* **Exercise directions**
Filter the entries for the string "República". Copy each line that has it.

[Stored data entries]
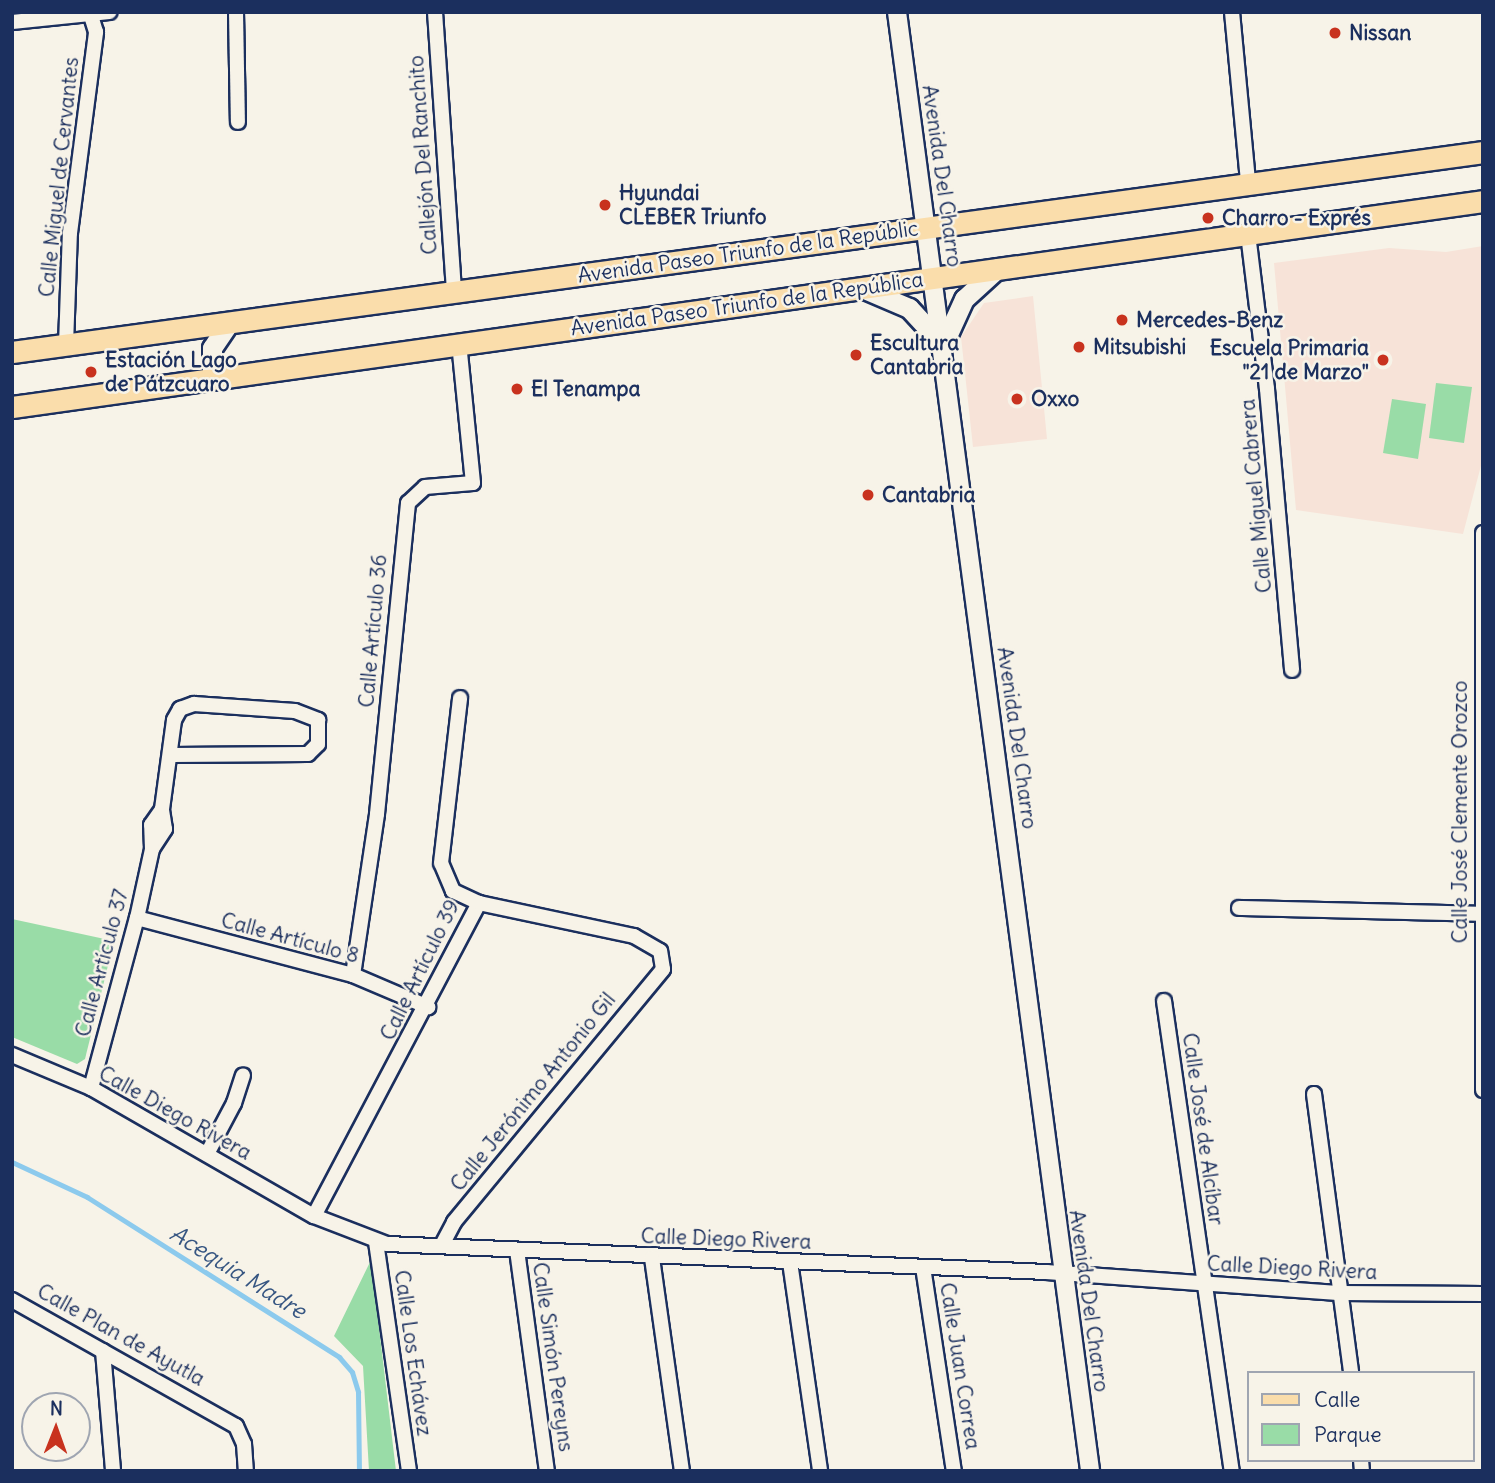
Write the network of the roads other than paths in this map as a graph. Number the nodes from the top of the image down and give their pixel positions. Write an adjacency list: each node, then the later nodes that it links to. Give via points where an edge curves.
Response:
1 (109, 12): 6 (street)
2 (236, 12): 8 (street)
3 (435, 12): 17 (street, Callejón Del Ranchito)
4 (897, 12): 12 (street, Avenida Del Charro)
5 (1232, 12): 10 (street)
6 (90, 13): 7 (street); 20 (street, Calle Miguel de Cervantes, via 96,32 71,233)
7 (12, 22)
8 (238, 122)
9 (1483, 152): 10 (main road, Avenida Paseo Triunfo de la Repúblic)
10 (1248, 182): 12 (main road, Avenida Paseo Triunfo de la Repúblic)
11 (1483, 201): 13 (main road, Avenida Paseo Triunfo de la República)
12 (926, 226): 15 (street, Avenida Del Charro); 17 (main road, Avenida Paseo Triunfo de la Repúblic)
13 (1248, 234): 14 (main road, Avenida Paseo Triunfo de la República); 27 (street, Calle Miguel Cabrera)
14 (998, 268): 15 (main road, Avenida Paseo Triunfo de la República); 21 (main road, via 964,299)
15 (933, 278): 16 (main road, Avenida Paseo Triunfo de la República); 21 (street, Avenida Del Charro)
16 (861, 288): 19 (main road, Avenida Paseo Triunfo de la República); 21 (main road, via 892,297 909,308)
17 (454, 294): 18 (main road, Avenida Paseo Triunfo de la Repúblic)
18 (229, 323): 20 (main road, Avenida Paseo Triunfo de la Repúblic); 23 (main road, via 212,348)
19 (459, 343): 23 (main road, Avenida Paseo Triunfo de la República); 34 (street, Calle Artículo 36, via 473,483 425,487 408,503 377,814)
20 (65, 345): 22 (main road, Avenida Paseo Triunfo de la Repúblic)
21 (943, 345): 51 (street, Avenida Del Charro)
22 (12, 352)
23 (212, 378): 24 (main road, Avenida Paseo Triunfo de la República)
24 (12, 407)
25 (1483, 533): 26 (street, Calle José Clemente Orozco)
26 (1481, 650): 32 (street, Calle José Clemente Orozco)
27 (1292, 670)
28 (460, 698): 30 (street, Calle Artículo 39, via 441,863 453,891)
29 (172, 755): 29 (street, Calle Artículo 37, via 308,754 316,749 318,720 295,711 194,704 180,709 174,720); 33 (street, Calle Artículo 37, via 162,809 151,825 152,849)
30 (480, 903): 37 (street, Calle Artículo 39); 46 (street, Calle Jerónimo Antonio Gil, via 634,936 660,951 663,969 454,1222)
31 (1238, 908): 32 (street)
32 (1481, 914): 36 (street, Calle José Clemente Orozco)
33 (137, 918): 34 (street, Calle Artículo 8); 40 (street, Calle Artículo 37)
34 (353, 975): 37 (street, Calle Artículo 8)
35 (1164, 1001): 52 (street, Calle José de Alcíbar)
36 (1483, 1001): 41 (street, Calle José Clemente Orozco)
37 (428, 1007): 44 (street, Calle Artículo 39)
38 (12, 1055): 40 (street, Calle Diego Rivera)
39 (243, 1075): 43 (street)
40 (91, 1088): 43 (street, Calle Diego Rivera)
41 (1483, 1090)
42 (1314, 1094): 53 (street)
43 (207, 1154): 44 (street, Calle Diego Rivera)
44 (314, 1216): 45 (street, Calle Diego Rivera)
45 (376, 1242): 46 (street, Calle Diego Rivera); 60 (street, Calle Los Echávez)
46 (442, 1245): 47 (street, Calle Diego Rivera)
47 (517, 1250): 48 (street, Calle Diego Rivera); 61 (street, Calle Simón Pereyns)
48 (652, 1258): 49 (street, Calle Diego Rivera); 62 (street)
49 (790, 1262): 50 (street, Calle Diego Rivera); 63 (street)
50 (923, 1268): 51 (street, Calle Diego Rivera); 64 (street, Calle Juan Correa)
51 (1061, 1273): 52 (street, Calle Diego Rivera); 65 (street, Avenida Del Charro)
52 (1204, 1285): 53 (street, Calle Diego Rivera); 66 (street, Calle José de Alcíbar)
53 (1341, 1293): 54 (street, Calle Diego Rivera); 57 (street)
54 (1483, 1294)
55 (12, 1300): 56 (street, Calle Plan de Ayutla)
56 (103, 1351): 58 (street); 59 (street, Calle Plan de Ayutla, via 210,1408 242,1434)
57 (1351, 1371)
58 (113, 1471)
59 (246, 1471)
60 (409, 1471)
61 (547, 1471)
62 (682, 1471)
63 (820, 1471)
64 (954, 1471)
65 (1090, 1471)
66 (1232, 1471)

* **Response to this task**
11 (1483, 201): 13 (main road, Avenida Paseo Triunfo de la República)
13 (1248, 234): 14 (main road, Avenida Paseo Triunfo de la República); 27 (street, Calle Miguel Cabrera)
14 (998, 268): 15 (main road, Avenida Paseo Triunfo de la República); 21 (main road, via 964,299)
15 (933, 278): 16 (main road, Avenida Paseo Triunfo de la República); 21 (street, Avenida Del Charro)
16 (861, 288): 19 (main road, Avenida Paseo Triunfo de la República); 21 (main road, via 892,297 909,308)
19 (459, 343): 23 (main road, Avenida Paseo Triunfo de la República); 34 (street, Calle Artículo 36, via 473,483 425,487 408,503 377,814)
23 (212, 378): 24 (main road, Avenida Paseo Triunfo de la República)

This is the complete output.